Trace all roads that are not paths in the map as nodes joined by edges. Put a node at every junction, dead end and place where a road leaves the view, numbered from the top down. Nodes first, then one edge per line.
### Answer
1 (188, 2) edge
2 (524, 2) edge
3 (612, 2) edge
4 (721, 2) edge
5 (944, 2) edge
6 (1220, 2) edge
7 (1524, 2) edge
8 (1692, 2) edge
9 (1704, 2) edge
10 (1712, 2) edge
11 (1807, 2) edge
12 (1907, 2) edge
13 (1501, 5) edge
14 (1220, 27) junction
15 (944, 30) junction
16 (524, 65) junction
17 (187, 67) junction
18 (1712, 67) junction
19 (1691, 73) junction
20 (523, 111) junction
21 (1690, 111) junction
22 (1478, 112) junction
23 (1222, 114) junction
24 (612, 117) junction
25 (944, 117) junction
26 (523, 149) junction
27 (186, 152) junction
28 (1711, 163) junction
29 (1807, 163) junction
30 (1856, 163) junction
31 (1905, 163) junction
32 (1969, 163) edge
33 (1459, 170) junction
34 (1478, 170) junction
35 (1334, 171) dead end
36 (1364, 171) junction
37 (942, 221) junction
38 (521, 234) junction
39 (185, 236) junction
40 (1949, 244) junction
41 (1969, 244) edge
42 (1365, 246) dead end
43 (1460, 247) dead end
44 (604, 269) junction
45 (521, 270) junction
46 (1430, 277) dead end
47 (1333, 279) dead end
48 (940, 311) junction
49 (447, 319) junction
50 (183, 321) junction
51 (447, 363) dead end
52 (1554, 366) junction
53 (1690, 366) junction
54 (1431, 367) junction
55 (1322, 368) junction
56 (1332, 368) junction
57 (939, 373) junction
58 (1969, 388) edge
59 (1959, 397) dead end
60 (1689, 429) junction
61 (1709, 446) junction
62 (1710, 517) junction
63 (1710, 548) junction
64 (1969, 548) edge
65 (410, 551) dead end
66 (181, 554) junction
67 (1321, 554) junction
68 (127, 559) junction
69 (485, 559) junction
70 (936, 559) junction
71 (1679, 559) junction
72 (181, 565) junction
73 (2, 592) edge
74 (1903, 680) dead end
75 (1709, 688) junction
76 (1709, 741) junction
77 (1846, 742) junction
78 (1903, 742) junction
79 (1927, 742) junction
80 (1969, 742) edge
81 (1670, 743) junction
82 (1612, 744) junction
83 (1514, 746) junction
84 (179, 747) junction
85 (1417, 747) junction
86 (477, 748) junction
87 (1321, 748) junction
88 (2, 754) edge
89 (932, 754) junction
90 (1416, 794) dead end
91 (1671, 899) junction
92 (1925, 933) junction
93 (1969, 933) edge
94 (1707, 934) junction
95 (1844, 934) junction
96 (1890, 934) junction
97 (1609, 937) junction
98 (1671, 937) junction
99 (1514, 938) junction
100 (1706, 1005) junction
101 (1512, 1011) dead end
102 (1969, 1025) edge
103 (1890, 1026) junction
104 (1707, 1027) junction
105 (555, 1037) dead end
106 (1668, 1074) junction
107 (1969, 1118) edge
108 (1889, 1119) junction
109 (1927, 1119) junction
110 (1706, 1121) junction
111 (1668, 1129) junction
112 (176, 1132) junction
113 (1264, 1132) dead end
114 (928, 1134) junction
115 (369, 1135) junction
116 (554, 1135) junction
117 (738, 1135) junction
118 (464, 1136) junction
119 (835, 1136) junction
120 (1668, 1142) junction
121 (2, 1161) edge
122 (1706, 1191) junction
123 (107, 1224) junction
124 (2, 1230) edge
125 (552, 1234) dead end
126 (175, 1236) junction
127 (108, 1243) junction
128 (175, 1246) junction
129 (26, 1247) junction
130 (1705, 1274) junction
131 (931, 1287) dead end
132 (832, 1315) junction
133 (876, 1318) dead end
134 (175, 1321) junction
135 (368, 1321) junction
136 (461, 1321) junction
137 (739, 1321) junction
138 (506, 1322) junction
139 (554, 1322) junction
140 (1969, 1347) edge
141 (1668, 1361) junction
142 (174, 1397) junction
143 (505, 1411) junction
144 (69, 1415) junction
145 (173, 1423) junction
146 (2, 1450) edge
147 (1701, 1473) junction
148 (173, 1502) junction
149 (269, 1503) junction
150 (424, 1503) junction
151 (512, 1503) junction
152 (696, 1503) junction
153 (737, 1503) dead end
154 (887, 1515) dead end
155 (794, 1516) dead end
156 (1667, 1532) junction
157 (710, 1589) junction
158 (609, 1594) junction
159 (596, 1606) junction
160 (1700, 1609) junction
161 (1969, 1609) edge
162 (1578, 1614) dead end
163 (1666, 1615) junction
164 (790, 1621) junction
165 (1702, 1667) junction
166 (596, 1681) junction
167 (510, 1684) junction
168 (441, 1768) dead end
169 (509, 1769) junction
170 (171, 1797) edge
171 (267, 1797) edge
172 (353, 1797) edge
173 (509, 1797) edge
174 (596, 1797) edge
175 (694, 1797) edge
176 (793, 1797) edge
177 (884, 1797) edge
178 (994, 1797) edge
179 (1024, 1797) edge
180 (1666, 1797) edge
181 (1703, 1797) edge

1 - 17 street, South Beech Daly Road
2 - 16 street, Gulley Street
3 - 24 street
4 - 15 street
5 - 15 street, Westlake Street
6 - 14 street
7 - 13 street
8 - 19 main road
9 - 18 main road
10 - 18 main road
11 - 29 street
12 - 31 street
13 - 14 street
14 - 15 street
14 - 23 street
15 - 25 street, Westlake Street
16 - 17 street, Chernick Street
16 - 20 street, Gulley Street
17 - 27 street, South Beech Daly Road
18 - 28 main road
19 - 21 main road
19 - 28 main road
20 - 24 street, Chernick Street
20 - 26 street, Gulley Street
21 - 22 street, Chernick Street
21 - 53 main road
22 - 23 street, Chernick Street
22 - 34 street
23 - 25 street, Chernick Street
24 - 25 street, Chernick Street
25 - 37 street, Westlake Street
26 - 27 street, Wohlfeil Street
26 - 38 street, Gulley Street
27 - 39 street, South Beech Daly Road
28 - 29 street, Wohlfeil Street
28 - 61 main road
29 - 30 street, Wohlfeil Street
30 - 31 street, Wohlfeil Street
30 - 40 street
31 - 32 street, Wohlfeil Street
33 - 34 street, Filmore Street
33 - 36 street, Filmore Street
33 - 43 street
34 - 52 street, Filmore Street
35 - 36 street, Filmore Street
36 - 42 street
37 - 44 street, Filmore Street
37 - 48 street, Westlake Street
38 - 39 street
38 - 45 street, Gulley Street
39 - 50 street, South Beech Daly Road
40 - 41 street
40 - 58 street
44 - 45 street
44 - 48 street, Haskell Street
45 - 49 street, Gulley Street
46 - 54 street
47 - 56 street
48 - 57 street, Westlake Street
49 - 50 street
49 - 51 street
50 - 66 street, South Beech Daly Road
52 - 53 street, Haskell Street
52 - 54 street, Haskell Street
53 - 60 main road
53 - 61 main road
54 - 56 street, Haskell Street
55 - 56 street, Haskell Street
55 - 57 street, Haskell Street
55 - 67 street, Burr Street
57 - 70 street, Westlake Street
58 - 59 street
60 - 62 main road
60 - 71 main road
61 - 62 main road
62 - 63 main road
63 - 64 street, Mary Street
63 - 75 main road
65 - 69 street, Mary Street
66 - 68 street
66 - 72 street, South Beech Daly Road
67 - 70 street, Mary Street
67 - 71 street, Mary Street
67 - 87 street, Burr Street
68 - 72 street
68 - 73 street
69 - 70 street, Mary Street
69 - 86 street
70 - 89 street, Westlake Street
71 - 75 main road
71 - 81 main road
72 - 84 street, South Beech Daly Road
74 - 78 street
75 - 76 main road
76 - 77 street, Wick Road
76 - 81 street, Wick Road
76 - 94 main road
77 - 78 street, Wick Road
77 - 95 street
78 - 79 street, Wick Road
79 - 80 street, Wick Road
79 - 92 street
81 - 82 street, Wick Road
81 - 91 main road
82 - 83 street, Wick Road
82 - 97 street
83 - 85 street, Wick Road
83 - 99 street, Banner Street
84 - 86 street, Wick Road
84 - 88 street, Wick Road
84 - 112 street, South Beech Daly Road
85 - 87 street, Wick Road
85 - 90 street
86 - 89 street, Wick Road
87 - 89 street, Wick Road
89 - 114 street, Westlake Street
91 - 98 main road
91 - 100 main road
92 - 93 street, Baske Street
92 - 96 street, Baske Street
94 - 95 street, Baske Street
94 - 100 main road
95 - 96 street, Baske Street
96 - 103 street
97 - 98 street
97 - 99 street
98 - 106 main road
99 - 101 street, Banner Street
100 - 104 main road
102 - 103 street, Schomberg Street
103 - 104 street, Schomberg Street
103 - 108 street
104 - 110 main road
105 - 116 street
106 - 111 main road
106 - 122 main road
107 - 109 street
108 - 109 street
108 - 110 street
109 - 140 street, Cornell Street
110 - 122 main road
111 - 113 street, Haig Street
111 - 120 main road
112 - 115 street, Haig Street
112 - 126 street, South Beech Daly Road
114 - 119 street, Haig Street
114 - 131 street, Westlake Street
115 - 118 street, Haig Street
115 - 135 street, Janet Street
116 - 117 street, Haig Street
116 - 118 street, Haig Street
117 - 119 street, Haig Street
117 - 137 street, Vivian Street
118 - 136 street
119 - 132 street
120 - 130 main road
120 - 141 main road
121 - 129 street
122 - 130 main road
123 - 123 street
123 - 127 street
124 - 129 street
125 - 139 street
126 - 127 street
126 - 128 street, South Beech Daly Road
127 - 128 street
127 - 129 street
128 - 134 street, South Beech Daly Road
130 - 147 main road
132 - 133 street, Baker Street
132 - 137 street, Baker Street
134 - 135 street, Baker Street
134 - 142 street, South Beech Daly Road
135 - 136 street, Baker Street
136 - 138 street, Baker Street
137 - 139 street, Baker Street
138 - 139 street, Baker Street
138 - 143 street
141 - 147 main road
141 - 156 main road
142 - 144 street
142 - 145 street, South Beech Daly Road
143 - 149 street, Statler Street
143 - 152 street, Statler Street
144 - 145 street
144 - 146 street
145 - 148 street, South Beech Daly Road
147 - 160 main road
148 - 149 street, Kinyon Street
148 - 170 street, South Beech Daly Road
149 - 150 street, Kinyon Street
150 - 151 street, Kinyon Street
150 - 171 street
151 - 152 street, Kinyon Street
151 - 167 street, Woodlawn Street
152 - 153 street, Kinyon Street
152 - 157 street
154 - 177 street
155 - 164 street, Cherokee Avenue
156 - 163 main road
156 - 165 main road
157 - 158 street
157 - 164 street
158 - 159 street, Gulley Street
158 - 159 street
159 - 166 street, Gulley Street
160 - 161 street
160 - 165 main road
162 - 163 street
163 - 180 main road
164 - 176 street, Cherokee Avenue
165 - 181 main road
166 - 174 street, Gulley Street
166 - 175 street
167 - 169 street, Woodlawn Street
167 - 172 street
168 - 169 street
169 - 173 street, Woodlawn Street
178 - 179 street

• [EXERCISE DETAILS]:
Report only a number: how many lines in the material above contain the string "Wohlfeil".

• [EXPECTED ANSWER]:
5